Source data
BEGIN

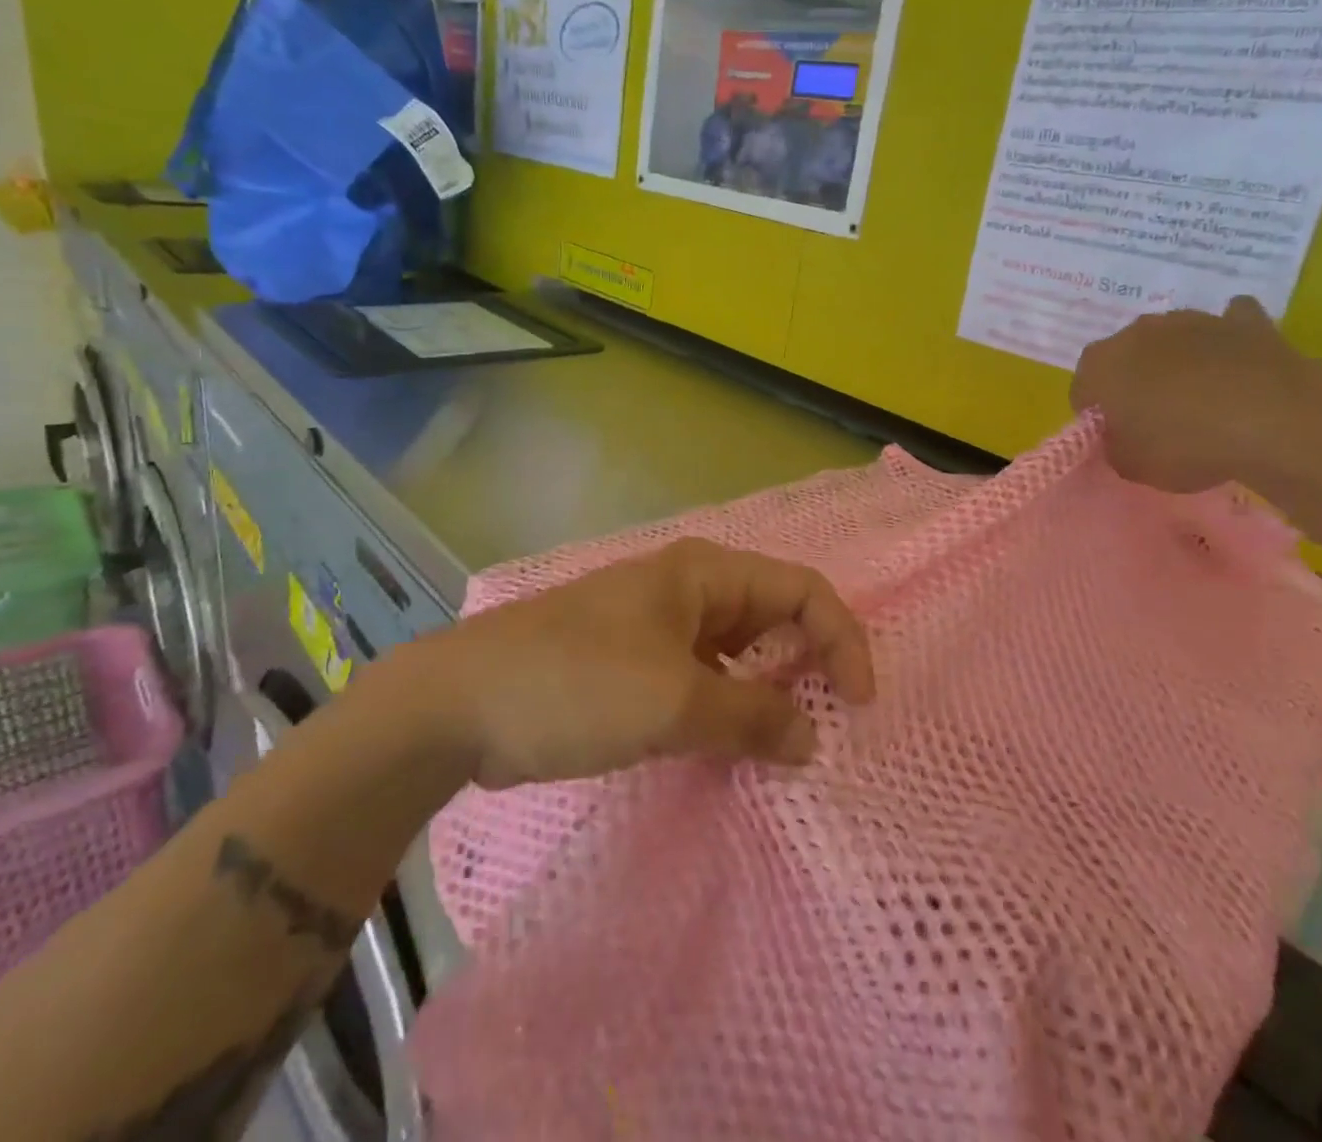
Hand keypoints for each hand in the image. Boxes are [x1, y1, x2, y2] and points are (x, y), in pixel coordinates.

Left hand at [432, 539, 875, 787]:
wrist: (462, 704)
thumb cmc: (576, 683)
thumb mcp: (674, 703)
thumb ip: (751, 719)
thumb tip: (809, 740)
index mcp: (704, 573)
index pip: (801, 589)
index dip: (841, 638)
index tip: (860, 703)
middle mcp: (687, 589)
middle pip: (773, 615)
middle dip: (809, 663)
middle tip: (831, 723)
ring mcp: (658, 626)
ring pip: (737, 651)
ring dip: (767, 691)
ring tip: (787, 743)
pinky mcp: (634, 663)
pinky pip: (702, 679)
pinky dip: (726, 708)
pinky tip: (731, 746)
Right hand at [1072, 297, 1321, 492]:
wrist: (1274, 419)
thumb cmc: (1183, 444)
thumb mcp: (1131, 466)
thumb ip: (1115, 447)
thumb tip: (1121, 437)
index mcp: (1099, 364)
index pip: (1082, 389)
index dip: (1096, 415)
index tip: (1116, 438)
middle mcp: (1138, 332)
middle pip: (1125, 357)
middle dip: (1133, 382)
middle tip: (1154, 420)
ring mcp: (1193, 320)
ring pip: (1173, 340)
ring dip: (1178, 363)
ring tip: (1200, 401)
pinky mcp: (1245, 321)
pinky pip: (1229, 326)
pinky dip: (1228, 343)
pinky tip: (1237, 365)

END

=== Task statement ===
If a line in the records contains "middle", report it.

=== Response to the exercise ===
middle mcp: (687, 589)
middle pip: (773, 615)
middle dip: (809, 663)
middle tip: (831, 723)
middle mcp: (1138, 332)
middle pip: (1125, 357)
middle dip: (1133, 382)
middle tip: (1154, 420)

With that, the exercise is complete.